Die Versorgung der Einsatzkräfte mit Kalt- und Warmgetränken sowie mit einem Imbiss wurde durch das Deutsche Rote Kreuz Celle übernommen.

Nachlöscharbeiten

Die Nachlöscharbeiten dauerten bis in den frühen Nachmittag. Zur Ablösung der bereits seit dem frühen Morgen im Einsatz befindlichen Kräfte wurden weitere Ortsfeuerwehren zur Ablösung nachalarmiert.
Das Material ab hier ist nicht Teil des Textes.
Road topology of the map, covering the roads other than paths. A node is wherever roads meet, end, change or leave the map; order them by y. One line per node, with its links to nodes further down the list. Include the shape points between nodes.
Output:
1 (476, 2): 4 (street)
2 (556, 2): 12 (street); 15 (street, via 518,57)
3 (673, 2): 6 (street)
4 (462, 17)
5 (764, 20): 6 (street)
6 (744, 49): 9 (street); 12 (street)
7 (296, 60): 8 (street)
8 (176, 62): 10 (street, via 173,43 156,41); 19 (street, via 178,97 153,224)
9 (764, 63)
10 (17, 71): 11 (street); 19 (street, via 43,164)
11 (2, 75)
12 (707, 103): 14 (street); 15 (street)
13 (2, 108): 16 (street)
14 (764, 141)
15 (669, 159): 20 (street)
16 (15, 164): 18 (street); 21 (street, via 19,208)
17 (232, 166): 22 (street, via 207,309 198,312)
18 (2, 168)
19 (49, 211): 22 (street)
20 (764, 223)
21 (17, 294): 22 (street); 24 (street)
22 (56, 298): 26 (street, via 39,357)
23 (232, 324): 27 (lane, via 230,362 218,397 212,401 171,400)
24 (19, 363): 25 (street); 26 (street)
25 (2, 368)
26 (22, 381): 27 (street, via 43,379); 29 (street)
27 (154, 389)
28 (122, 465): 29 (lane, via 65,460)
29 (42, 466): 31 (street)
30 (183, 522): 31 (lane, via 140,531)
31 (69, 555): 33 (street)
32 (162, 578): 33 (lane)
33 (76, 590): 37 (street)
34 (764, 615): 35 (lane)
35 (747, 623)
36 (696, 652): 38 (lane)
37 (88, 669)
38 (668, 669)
Zusammenarbeit der Einsatzkräfte

Im gesamten Verlauf des Einsatzes zeigte sich die gute und konstruktive Zusammenarbeit aller Beteiligten Hilfsorganisationen, der Polizei, des örtlichen Energieversorgers sowie vieler anderer am Einsatz Beteiligten. Hierfür möchte die Feuerwehr Celle einen besonderen Dank an alle im Einsatz befindlichen Kräfte aussprechen.

Eingesetzte Kräfte

-> Freiwillige Feuerwehr Celle – Hauptwache
-> Freiwillige Feuerwehr Celle – Altencelle
-> Freiwillige Feuerwehr Celle – Westercelle
-> Freiwillige Feuerwehr Celle – Altenhagen
-> Führungsgruppe Einsatzleitung Feuerwehr Celle
-> Rettungsdienst inkl. SEG
-> Deutsches Rotes Kreuz
-> Polizei Celle
-> örtlicher Energieversorger
-> Kanalbetrieb der Stadt Celle
-> Hausmeister / Schulleitung

Sowie im Rahmen der Nachlöscharbeiten

-> Freiwillige Feuerwehr Celle – Bostel
-> Freiwillige Feuerwehr Celle – Garßen

Insgesamt über 130 Einsatzkräfte mit ca. 25 Fahrzeugen.